◆ **EXERCISE AIM**: Where the string "Yolu" appears in a line of the material below, copy that line.

►

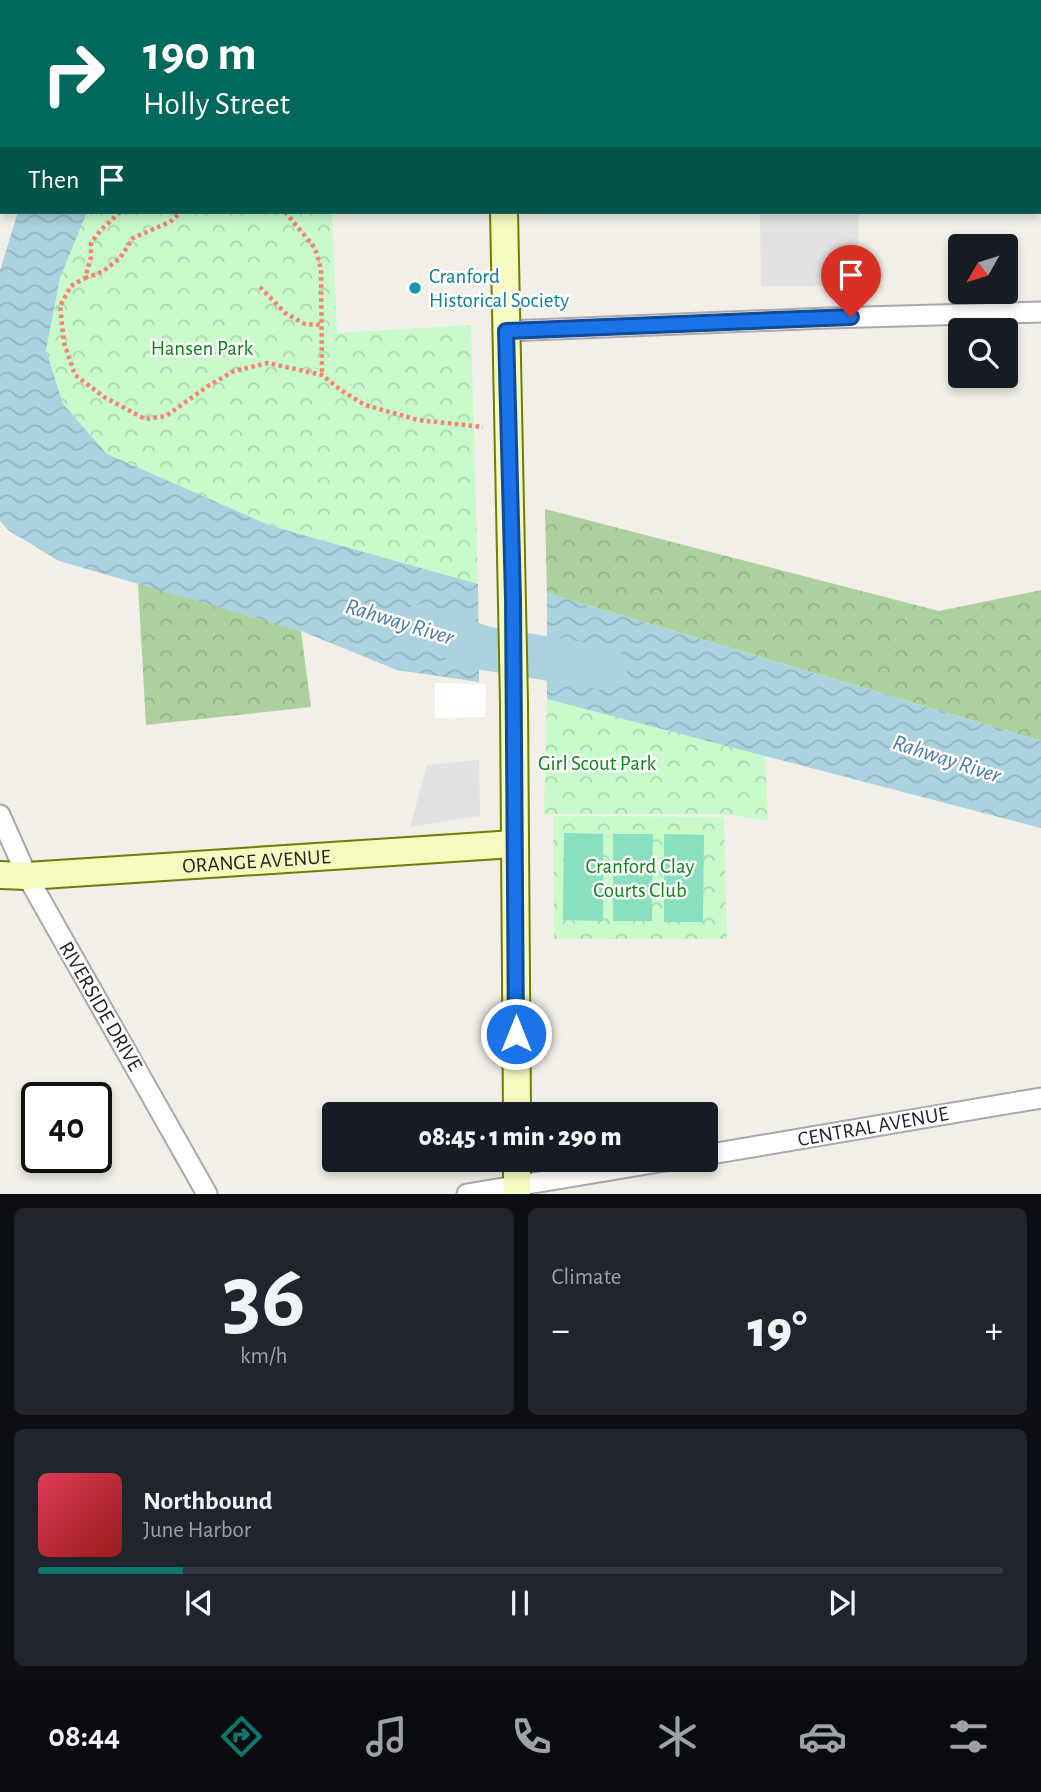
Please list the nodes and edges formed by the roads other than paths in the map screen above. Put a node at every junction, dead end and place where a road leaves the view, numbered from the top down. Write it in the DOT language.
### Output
graph roads {
  1 [pos="504,214"];
  2 [pos="1041,312"];
  3 [pos="506,331"];
  4 [pos="0,815"];
  5 [pos="515,844"];
  6 [pos="0,875"];
  7 [pos="27,876"];
  8 [pos="1041,1098"];
  9 [pos="517,1102"];
  10 [pos="718,1153"];
  11 [pos="579,1172"];
  12 [pos="517,1180"];
  13 [pos="207,1194"];
  14 [pos="467,1194"];
  1 -- 3 [label="street"];
  2 -- 3 [label="street"];
  3 -- 5 [label="street"];
  4 -- 7 [label="street, RIVERSIDE DRIVE"];
  5 -- 7 [label="street, ORANGE AVENUE"];
  5 -- 9 [label="street"];
  6 -- 7 [label="street, ORANGE AVENUE"];
  7 -- 13 [label="street, RIVERSIDE DRIVE"];
  8 -- 10 [label="street, CENTRAL AVENUE"];
  11 -- 12 [label="street"];
  12 -- 14 [label="street"];
}
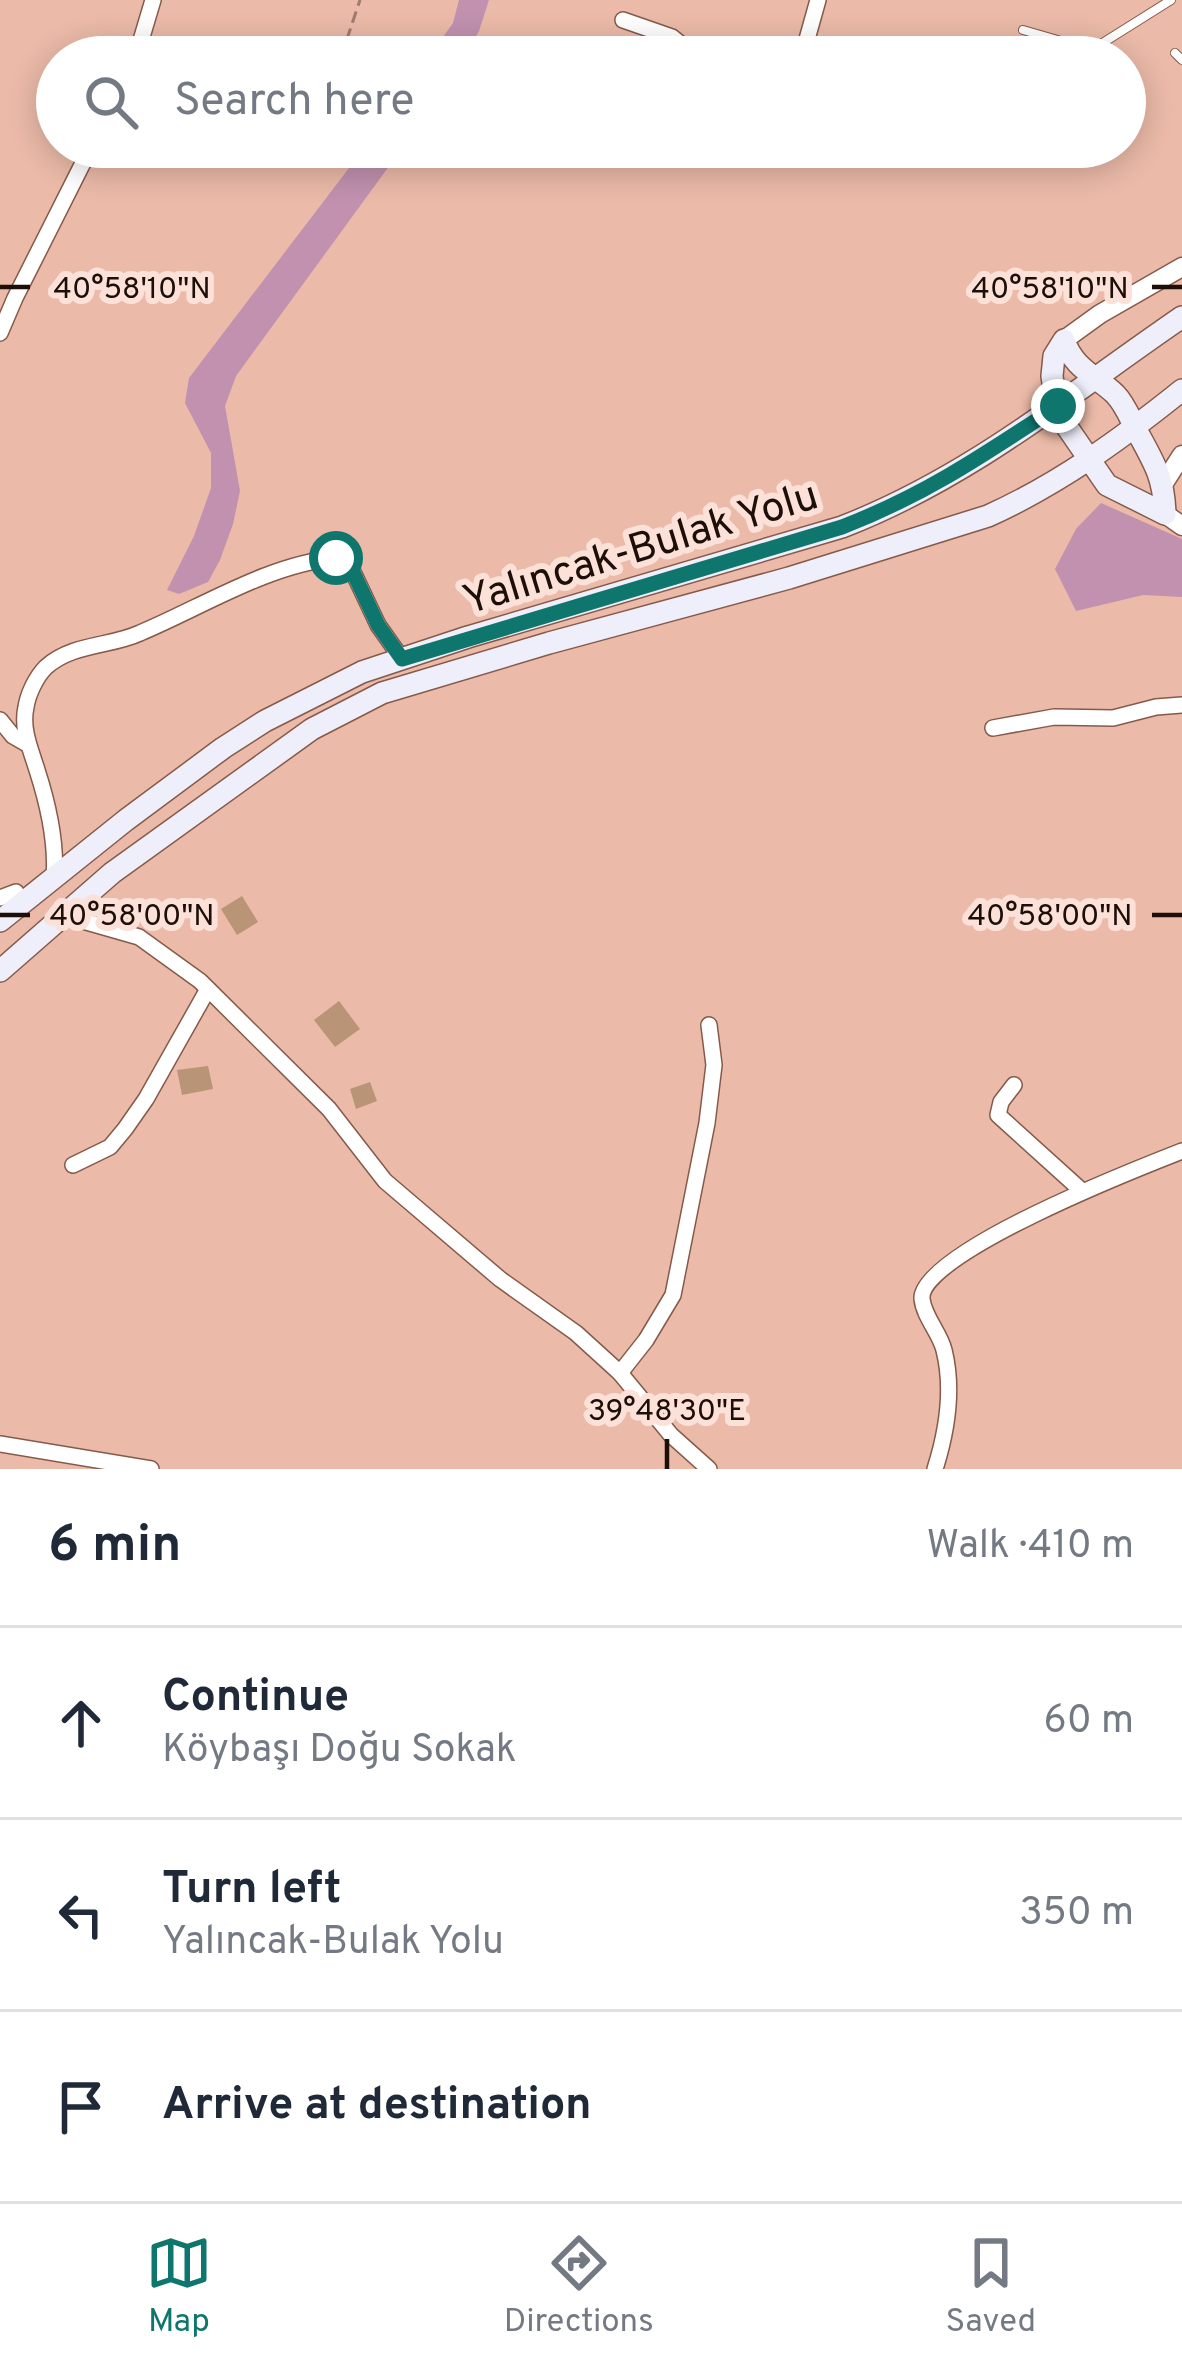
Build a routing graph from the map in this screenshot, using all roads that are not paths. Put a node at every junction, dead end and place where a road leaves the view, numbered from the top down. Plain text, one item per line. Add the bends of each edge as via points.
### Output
1 (153, 0) edge
2 (818, 0) edge
3 (1171, 0) edge
4 (623, 20) dead end
5 (1023, 30) dead end
6 (142, 36) edge
7 (667, 36) edge
8 (808, 36) edge
9 (1044, 36) edge
10 (1114, 36) edge
11 (80, 168) edge
12 (1182, 267) edge
13 (1182, 317) edge
14 (0, 333) edge
15 (1064, 340) junction
16 (1094, 379) junction
17 (1182, 390) edge
18 (1058, 406) junction
19 (1135, 428) junction
20 (1182, 454) edge
21 (1092, 458) junction
22 (1162, 486) junction
23 (1173, 520) edge
24 (402, 659) junction
25 (1182, 705) edge
26 (0, 720) edge
27 (993, 728) dead end
28 (27, 744) junction
29 (54, 878) junction
30 (69, 910) junction
31 (0, 921) edge
32 (0, 971) edge
33 (208, 988) junction
34 (709, 1025) dead end
35 (1014, 1084) dead end
36 (1182, 1150) edge
37 (74, 1165) dead end
38 (1082, 1191) junction
39 (620, 1373) junction
40 (0, 1444) edge
41 (151, 1469) edge
42 (709, 1469) edge
43 (935, 1469) edge

1 - 6 street
2 - 8 street
3 - 10 lane
4 - 7 street
5 - 9 lane
11 - 14 street
12 - 15 street
13 - 16 main road, Yalıncak-Bulak Yolu
15 - 16 main road
15 - 18 main road via 1052,365
16 - 18 main road, Yalıncak-Bulak Yolu
16 - 19 main road via 1119,398
17 - 19 main road, Yalıncak-Bulak Yolu
18 - 21 main road
18 - 24 main road, Yalıncak-Bulak Yolu via 892,508
19 - 21 main road, Yalıncak-Bulak Yolu
19 - 22 main road
20 - 22 street
21 - 23 main road via 1108,484
21 - 30 main road, Yalıncak-Bulak Yolu via 988,516 897,546 382,692 312,729
22 - 23 main road
24 - 28 street via 353,572 336,558 310,560 48,665 25,710
24 - 29 main road, Yalıncak-Bulak Yolu via 265,721
25 - 27 street
26 - 28 street
28 - 29 street via 50,814
29 - 31 main road, Yalıncak-Bulak Yolu
30 - 32 main road, Yalıncak-Bulak Yolu
30 - 33 street via 140,937
33 - 37 street via 124,1130
33 - 39 street via 329,1109 385,1181
34 - 39 street via 707,1124 674,1295
35 - 38 street via 998,1115
36 - 38 street
38 - 43 street via 951,1260 926,1284 922,1299 949,1380
39 - 42 street
40 - 41 street

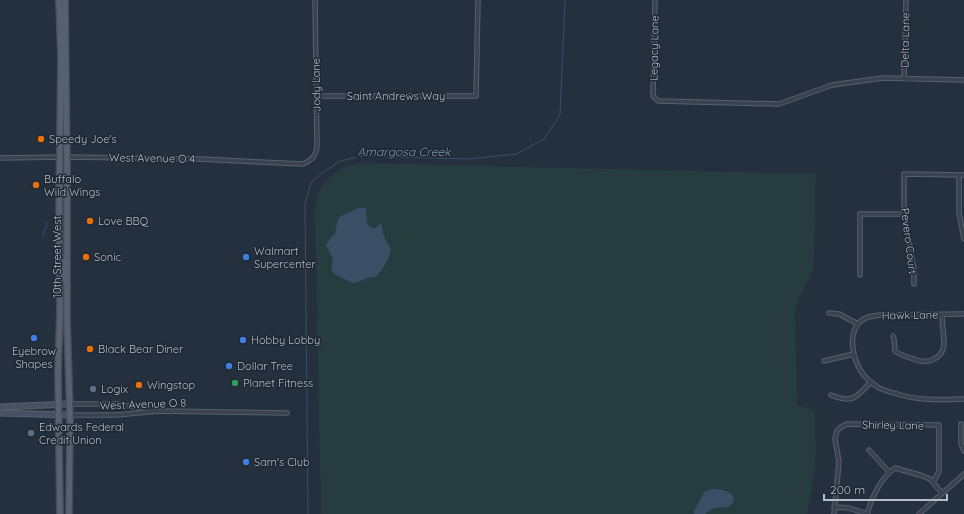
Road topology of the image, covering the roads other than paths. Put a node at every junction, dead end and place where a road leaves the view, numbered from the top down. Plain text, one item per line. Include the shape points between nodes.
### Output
1 (59, 0) edge
2 (65, 0) edge
3 (315, 0) edge
4 (478, 0) edge
5 (655, 0) edge
6 (906, 0) edge
7 (904, 79) junction
8 (964, 80) edge
9 (316, 96) junction
10 (60, 157) junction
11 (67, 157) junction
12 (0, 158) edge
13 (303, 164) joint
14 (959, 175) junction
15 (964, 175) edge
16 (904, 214) junction
17 (59, 234) junction
18 (964, 239) edge
19 (860, 275) dead end
20 (67, 282) junction
21 (914, 284) dead end
22 (829, 313) dead end
23 (964, 314) edge
24 (942, 315) junction
25 (858, 324) junction
26 (893, 336) dead end
27 (854, 354) junction
28 (824, 361) dead end
29 (871, 382) junction
30 (831, 395) dead end
31 (964, 399) edge
32 (59, 404) junction
33 (69, 404) junction
34 (0, 407) edge
35 (158, 411) junction
36 (0, 413) edge
37 (287, 414) dead end
38 (59, 415) junction
39 (70, 415) junction
40 (961, 424) dead end
41 (869, 450) dead end
42 (964, 451) edge
43 (890, 472) junction
44 (964, 474) edge
45 (932, 482) junction
46 (942, 493) junction
47 (834, 507) junction
48 (60, 514) edge
49 (69, 514) edge
50 (834, 514) edge
51 (868, 514) edge
52 (918, 514) edge

1 - 10 main road, 10th Street West
2 - 11 main road, 10th Street West
3 - 9 street, Jody Lane
4 - 9 street, Saint Andrews Way via 476,96
5 - 7 street, Legacy Lane via 653,96 658,101 779,104 832,84 883,78
6 - 7 street, Delta Lane
7 - 8 street
9 - 13 street, Jody Lane via 316,153
10 - 11 street, West Avenue O 4
10 - 12 street, West Avenue O 4
10 - 17 main road, 10th Street West
11 - 13 street, West Avenue O 4
11 - 20 main road, 10th Street West
14 - 15 street
14 - 16 street, Pevero Court via 904,174
14 - 18 street via 959,213
16 - 19 street via 860,214
16 - 21 street, Pevero Court via 914,269
17 - 20 main road via 63,239 64,278
17 - 32 main road, 10th Street West
20 - 33 main road, 10th Street West
22 - 25 street via 839,314
23 - 24 street, Hawk Lane
24 - 25 street, Hawk Lane via 880,315 869,317
24 - 26 street via 943,349 933,360 923,362 899,354 895,351
25 - 27 street via 854,331
27 - 28 street
27 - 29 street via 860,370
29 - 30 street via 860,395 852,399 840,399
29 - 31 street via 881,389 908,398
32 - 33 street
32 - 34 street
32 - 38 main road, 10th Street West
33 - 35 street via 117,404
33 - 39 main road, 10th Street West
35 - 37 street, West Avenue O 8
35 - 39 street, West Avenue O 8 via 117,415
36 - 38 street, West Avenue O 8
38 - 39 street, West Avenue O 8
38 - 48 main road, 10th Street West
39 - 49 main road, 10th Street West
40 - 42 street via 961,443
41 - 43 street
43 - 45 street via 895,468 920,475
43 - 51 street via 871,502
44 - 46 street
45 - 46 street
45 - 47 street, Shirley Lane via 939,472 939,425 847,424 837,431 839,462
46 - 52 street
47 - 50 street
47 - 51 street via 849,508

◄

◆ **RESPONSE FOR THIS EXERCISE**:
13 - 16 main road, Yalıncak-Bulak Yolu
16 - 18 main road, Yalıncak-Bulak Yolu
17 - 19 main road, Yalıncak-Bulak Yolu
18 - 24 main road, Yalıncak-Bulak Yolu via 892,508
19 - 21 main road, Yalıncak-Bulak Yolu
21 - 30 main road, Yalıncak-Bulak Yolu via 988,516 897,546 382,692 312,729
24 - 29 main road, Yalıncak-Bulak Yolu via 265,721
29 - 31 main road, Yalıncak-Bulak Yolu
30 - 32 main road, Yalıncak-Bulak Yolu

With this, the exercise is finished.